*What needs to be done*.
Copy each line from the entries that the word "dead" appears in.

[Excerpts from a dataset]
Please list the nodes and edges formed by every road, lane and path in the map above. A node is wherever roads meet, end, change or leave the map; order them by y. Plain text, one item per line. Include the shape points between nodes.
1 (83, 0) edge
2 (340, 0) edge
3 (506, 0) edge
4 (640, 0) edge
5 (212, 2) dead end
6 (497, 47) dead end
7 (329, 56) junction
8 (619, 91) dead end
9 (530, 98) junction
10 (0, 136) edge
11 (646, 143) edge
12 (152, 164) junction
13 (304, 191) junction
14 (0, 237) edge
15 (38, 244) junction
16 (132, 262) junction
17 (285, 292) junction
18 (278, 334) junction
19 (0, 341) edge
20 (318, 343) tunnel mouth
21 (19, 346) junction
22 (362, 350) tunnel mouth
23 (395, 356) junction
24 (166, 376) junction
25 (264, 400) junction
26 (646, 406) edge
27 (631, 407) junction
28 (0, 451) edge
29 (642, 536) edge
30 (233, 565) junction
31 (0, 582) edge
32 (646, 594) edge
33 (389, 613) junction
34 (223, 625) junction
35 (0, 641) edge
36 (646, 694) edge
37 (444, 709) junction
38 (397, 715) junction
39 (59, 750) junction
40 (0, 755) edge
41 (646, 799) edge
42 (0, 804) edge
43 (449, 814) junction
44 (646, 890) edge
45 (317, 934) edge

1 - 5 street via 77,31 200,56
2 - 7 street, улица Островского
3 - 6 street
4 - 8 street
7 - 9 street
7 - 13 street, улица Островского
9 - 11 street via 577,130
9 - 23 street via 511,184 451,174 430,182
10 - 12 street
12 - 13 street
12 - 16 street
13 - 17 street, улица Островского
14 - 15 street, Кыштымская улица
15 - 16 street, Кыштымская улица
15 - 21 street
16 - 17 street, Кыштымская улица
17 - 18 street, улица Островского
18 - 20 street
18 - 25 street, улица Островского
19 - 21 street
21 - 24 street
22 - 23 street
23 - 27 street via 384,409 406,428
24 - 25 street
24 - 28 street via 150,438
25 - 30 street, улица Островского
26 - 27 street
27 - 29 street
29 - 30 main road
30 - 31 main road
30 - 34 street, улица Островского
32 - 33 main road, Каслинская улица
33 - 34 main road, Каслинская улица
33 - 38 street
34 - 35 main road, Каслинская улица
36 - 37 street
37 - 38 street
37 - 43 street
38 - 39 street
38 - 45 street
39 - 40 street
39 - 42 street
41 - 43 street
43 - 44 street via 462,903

*Result*.
5 (212, 2) dead end
6 (497, 47) dead end
8 (619, 91) dead end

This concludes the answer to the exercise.